=== Begin Enclosure ===

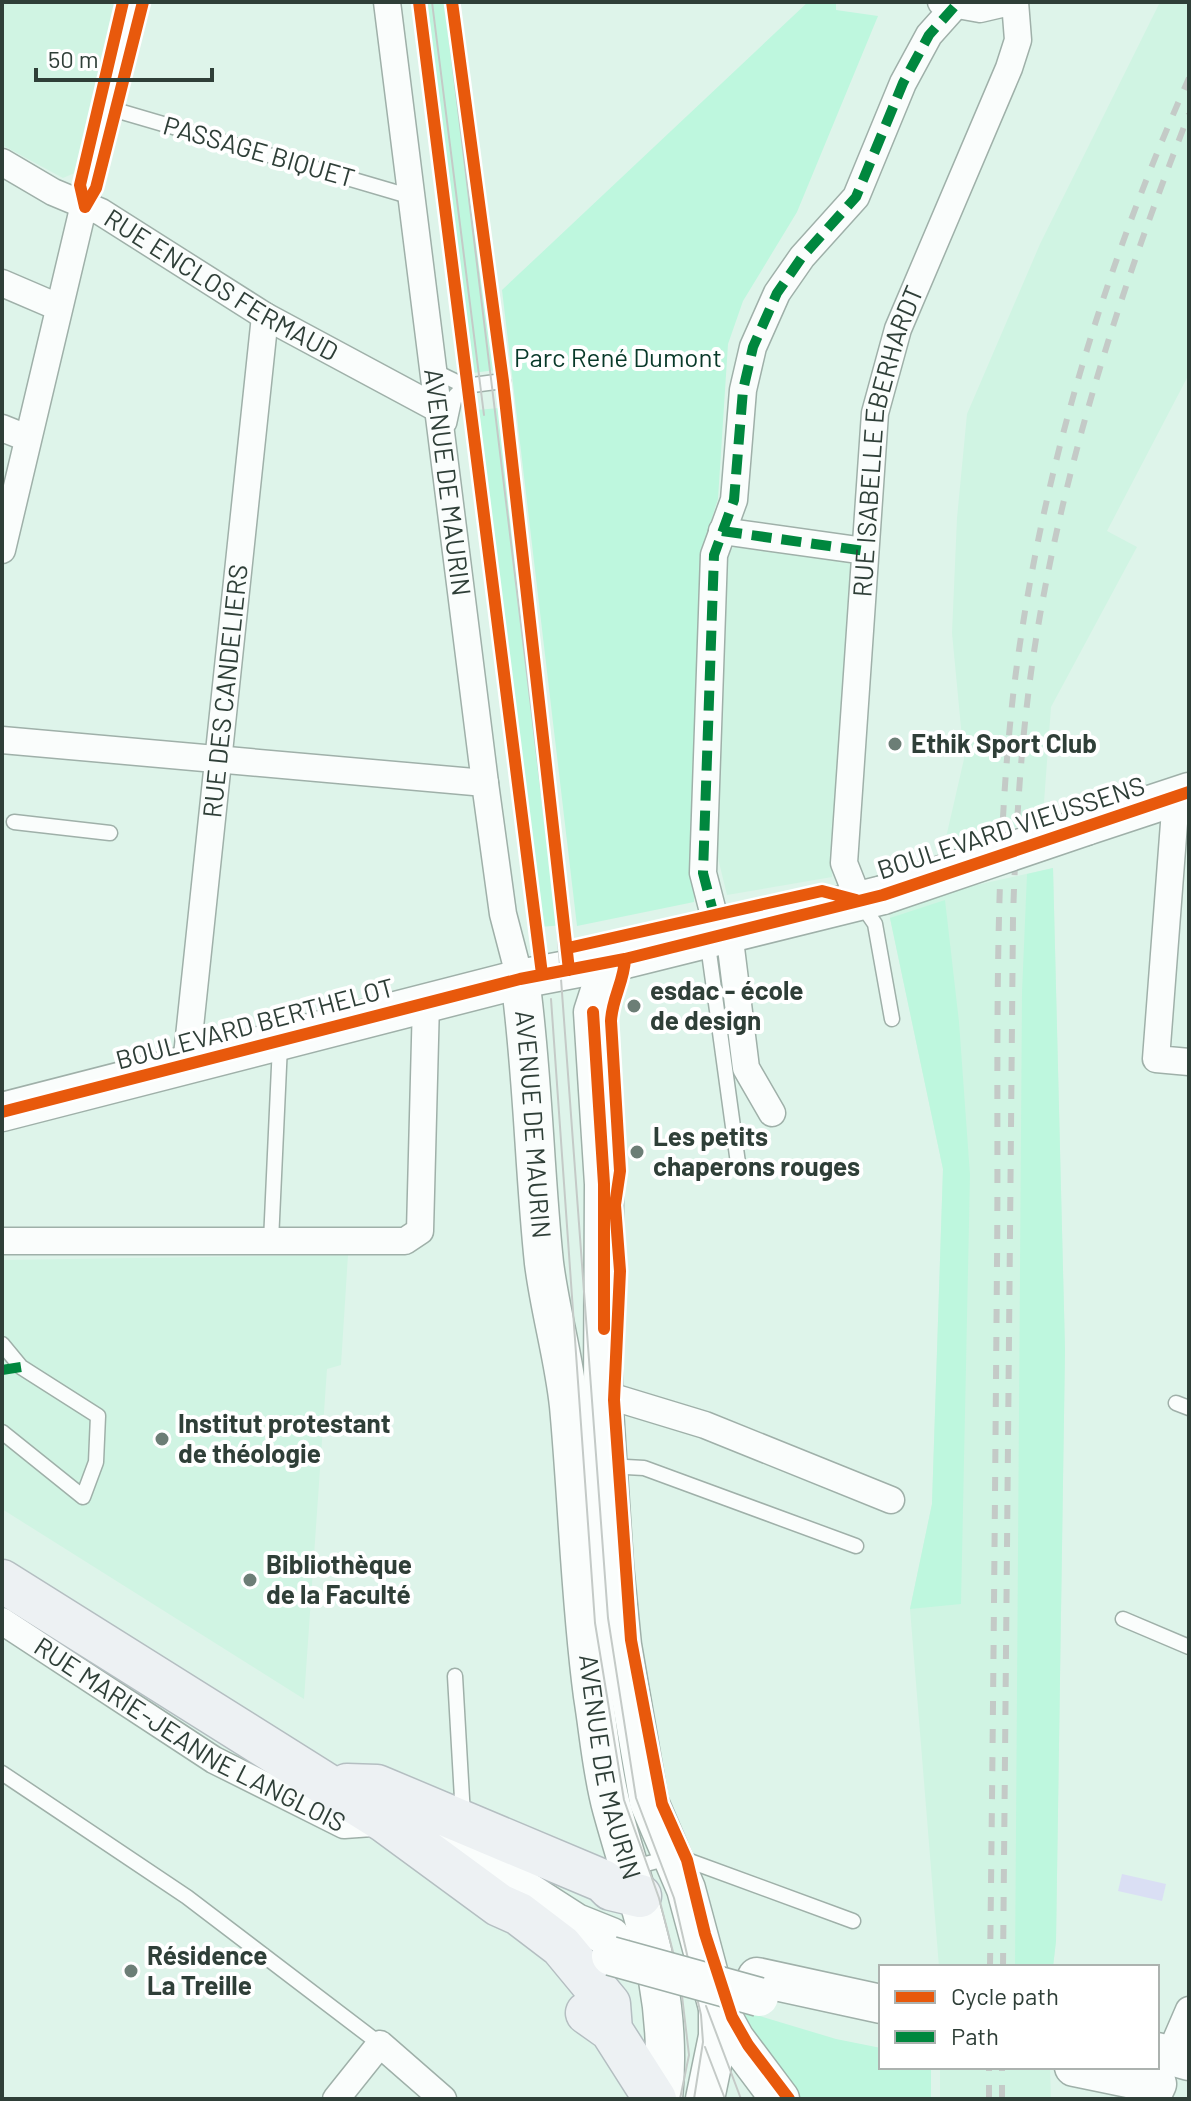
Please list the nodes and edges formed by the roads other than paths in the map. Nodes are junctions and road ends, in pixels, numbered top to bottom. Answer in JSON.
{"nodes":[{"id":1,"x":132,"y":2,"type":"edge"},
{"id":2,"x":387,"y":2,"type":"edge"},
{"id":3,"x":1012,"y":2,"type":"edge"},
{"id":4,"x":948,"y":4,"type":"edge"},
{"id":5,"x":105,"y":107,"type":"junction"},
{"id":6,"x":2,"y":162,"type":"edge"},
{"id":7,"x":412,"y":197,"type":"junction"},
{"id":8,"x":85,"y":207,"type":"junction"},
{"id":9,"x":2,"y":283,"type":"edge"},
{"id":10,"x":58,"y":307,"type":"junction"},
{"id":11,"x":265,"y":316,"type":"junction"},
{"id":12,"x":436,"y":372,"type":"junction"},
{"id":13,"x":503,"y":381,"type":"dead end"},
{"id":14,"x":465,"y":386,"type":"junction"},
{"id":15,"x":440,"y":410,"type":"junction"},
{"id":16,"x":2,"y":428,"type":"edge"},
{"id":17,"x":27,"y":438,"type":"junction"},
{"id":18,"x":445,"y":448,"type":"junction"},
{"id":19,"x":722,"y":531,"type":"junction"},
{"id":20,"x":2,"y":550,"type":"edge"},
{"id":21,"x":865,"y":551,"type":"junction"},
{"id":22,"x":2,"y":740,"type":"edge"},
{"id":23,"x":219,"y":762,"type":"junction"},
{"id":24,"x":485,"y":783,"type":"junction"},
{"id":25,"x":1182,"y":794,"type":"edge"},
{"id":26,"x":14,"y":822,"type":"dead end"},
{"id":27,"x":110,"y":833,"type":"dead end"},
{"id":28,"x":871,"y":898,"type":"junction"},
{"id":29,"x":718,"y":935,"type":"junction"},
{"id":30,"x":614,"y":961,"type":"junction"},
{"id":31,"x":561,"y":971,"type":"junction"},
{"id":32,"x":520,"y":979,"type":"junction"},
{"id":33,"x":426,"y":1002,"type":"junction"},
{"id":34,"x":593,"y":1012,"type":"junction"},
{"id":35,"x":892,"y":1019,"type":"dead end"},
{"id":36,"x":280,"y":1040,"type":"junction"},
{"id":37,"x":1189,"y":1062,"type":"edge"},
{"id":38,"x":186,"y":1065,"type":"junction"},
{"id":39,"x":2,"y":1112,"type":"edge"},
{"id":40,"x":772,"y":1113,"type":"dead end"},
{"id":41,"x":738,"y":1163,"type":"dead end"},
{"id":42,"x":2,"y":1241,"type":"edge"},
{"id":43,"x":271,"y":1241,"type":"junction"},
{"id":44,"x":2,"y":1344,"type":"edge"},
{"id":45,"x":603,"y":1394,"type":"junction"},
{"id":46,"x":2,"y":1432,"type":"edge"},
{"id":47,"x":608,"y":1466,"type":"junction"},
{"id":48,"x":891,"y":1500,"type":"dead end"},
{"id":49,"x":856,"y":1546,"type":"dead end"},
{"id":50,"x":2,"y":1581,"type":"edge"},
{"id":51,"x":1123,"y":1619,"type":"dead end"},
{"id":52,"x":2,"y":1621,"type":"edge"},
{"id":53,"x":1189,"y":1647,"type":"edge"},
{"id":54,"x":455,"y":1676,"type":"dead end"},
{"id":55,"x":2,"y":1773,"type":"edge"},
{"id":56,"x":325,"y":1784,"type":"junction"},
{"id":57,"x":386,"y":1822,"type":"junction"},
{"id":58,"x":464,"y":1824,"type":"junction"},
{"id":59,"x":419,"y":1846,"type":"junction"},
{"id":60,"x":672,"y":1857,"type":"junction"},
{"id":61,"x":625,"y":1882,"type":"junction"},
{"id":62,"x":504,"y":1917,"type":"junction"},
{"id":63,"x":853,"y":1921,"type":"dead end"},
{"id":64,"x":601,"y":1982,"type":"junction"},
{"id":65,"x":758,"y":1987,"type":"junction"},
{"id":66,"x":879,"y":2004,"type":"edge"},
{"id":67,"x":718,"y":2008,"type":"junction"},
{"id":68,"x":1189,"y":2010,"type":"edge"},
{"id":69,"x":879,"y":2029,"type":"edge"},
{"id":70,"x":380,"y":2044,"type":"junction"},
{"id":71,"x":1134,"y":2069,"type":"edge"},
{"id":72,"x":1164,"y":2070,"type":"edge"},
{"id":73,"x":717,"y":2096,"type":"edge"},
{"id":74,"x":336,"y":2099,"type":"edge"},
{"id":75,"x":443,"y":2099,"type":"edge"},
{"id":76,"x":655,"y":2099,"type":"edge"},
{"id":77,"x":666,"y":2099,"type":"edge"},
{"id":78,"x":780,"y":2099,"type":"edge"}],
"edges":[{"from":1,"to":5,"type":"street"},
{"from":2,"to":7,"type":"street","name":"AVENUE DE MAURIN"},
{"from":3,"to":4,"type":"street","name":"RUE ISABELLE EBERHARDT"},
{"from":3,"to":21,"type":"street","name":"RUE ISABELLE EBERHARDT"},
{"from":4,"to":19,"type":"street","name":"RUE ISABELLE EBERHARDT"},
{"from":5,"to":7,"type":"lane","name":"PASSAGE BIQUET"},
{"from":5,"to":8,"type":"street"},
{"from":6,"to":8,"type":"street","name":"RUE ENCLOS FERMAUD"},
{"from":7,"to":12,"type":"street","name":"AVENUE DE MAURIN"},
{"from":8,"to":10,"type":"street"},
{"from":8,"to":11,"type":"street","name":"RUE ENCLOS FERMAUD"},
{"from":9,"to":10,"type":"street"},
{"from":10,"to":17,"type":"street"},
{"from":11,"to":15,"type":"street","name":"RUE ENCLOS FERMAUD"},
{"from":11,"to":23,"type":"street","name":"RUE DES CANDELIERS"},
{"from":12,"to":14,"type":"lane"},
{"from":12,"to":15,"type":"street","name":"AVENUE DE MAURIN"},
{"from":13,"to":14,"type":"lane"},
{"from":14,"to":18,"type":"lane"},
{"from":15,"to":18,"type":"street","name":"AVENUE DE MAURIN"},
{"from":16,"to":17,"type":"street"},
{"from":17,"to":20,"type":"street"},
{"from":18,"to":24,"type":"street","name":"AVENUE DE MAURIN"},
{"from":19,"to":21,"type":"street"},
{"from":19,"to":29,"type":"street","name":"RUE ISABELLE EBERHARDT"},
{"from":21,"to":28,"type":"street","name":"RUE ISABELLE EBERHARDT"},
{"from":22,"to":23,"type":"street"},
{"from":23,"to":24,"type":"street"},
{"from":23,"to":38,"type":"street","name":"RUE DES CANDELIERS"},
{"from":24,"to":32,"type":"street","name":"AVENUE DE MAURIN"},
{"from":25,"to":28,"type":"street","name":"BOULEVARD VIEUSSENS","bridge":true},
{"from":25,"to":37,"type":"street"},
{"from":26,"to":27,"type":"lane"},
{"from":28,"to":29,"type":"street","name":"BOULEVARD VIEUSSENS"},
{"from":28,"to":35,"type":"lane"},
{"from":29,"to":30,"type":"street","name":"BOULEVARD VIEUSSENS"},
{"from":29,"to":40,"type":"street","name":"RUE ISABELLE EBERHARDT"},
{"from":29,"to":41,"type":"lane"},
{"from":30,"to":31,"type":"street","name":"BOULEVARD VIEUSSENS"},
{"from":30,"to":34,"type":"street","name":"AVENUE DE MAURIN"},
{"from":31,"to":32,"type":"street","name":"BOULEVARD VIEUSSENS"},
{"from":31,"to":34,"type":"street"},
{"from":32,"to":33,"type":"street","name":"BOULEVARD BERTHELOT"},
{"from":32,"to":61,"type":"street","name":"AVENUE DE MAURIN"},
{"from":33,"to":36,"type":"street","name":"BOULEVARD BERTHELOT"},
{"from":33,"to":43,"type":"street"},
{"from":34,"to":45,"type":"street","name":"AVENUE DE MAURIN"},
{"from":36,"to":38,"type":"street","name":"BOULEVARD BERTHELOT"},
{"from":36,"to":43,"type":"lane"},
{"from":38,"to":39,"type":"street","name":"BOULEVARD BERTHELOT"},
{"from":42,"to":43,"type":"street"},
{"from":44,"to":46,"type":"lane"},
{"from":45,"to":47,"type":"street","name":"AVENUE DE MAURIN"},
{"from":45,"to":48,"type":"street"},
{"from":47,"to":49,"type":"lane"},
{"from":47,"to":60,"type":"street","name":"AVENUE DE MAURIN"},
{"from":50,"to":56,"type":"main road"},
{"from":51,"to":53,"type":"lane"},
{"from":52,"to":57,"type":"street","name":"RUE MARIE-JEANNE LANGLOIS"},
{"from":54,"to":58,"type":"lane"},
{"from":55,"to":70,"type":"lane"},
{"from":56,"to":57,"type":"main road"},
{"from":56,"to":58,"type":"main road"},
{"from":57,"to":59,"type":"main road"},
{"from":58,"to":61,"type":"main road"},
{"from":59,"to":62,"type":"main road"},
{"from":59,"to":64,"type":"street"},
{"from":60,"to":61,"type":"lane"},
{"from":60,"to":63,"type":"lane"},
{"from":60,"to":67,"type":"street","name":"AVENUE DE MAURIN"},
{"from":61,"to":77,"type":"street","name":"AVENUE DE MAURIN"},
{"from":62,"to":64,"type":"main road"},
{"from":62,"to":64,"type":"main road"},
{"from":64,"to":65,"type":"street","bridge":true},
{"from":64,"to":76,"type":"main road"},
{"from":65,"to":66,"type":"street"},
{"from":65,"to":69,"type":"street"},
{"from":67,"to":73,"type":"street","name":"AVENUE DE MAURIN"},
{"from":67,"to":78,"type":"street"},
{"from":68,"to":72,"type":"street"},
{"from":70,"to":74,"type":"street"},
{"from":70,"to":75,"type":"street"},
{"from":71,"to":72,"type":"street"},
{"from":73,"to":77,"type":"street"}]}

=== End Enclosure ===

#### [Work to be completed]
Find all the lines containing "VIEUSSENS" in the material, then copy them.

#### [Expected answer]
{"from":25,"to":28,"type":"street","name":"BOULEVARD VIEUSSENS","bridge":true},
{"from":28,"to":29,"type":"street","name":"BOULEVARD VIEUSSENS"},
{"from":29,"to":30,"type":"street","name":"BOULEVARD VIEUSSENS"},
{"from":30,"to":31,"type":"street","name":"BOULEVARD VIEUSSENS"},
{"from":31,"to":32,"type":"street","name":"BOULEVARD VIEUSSENS"},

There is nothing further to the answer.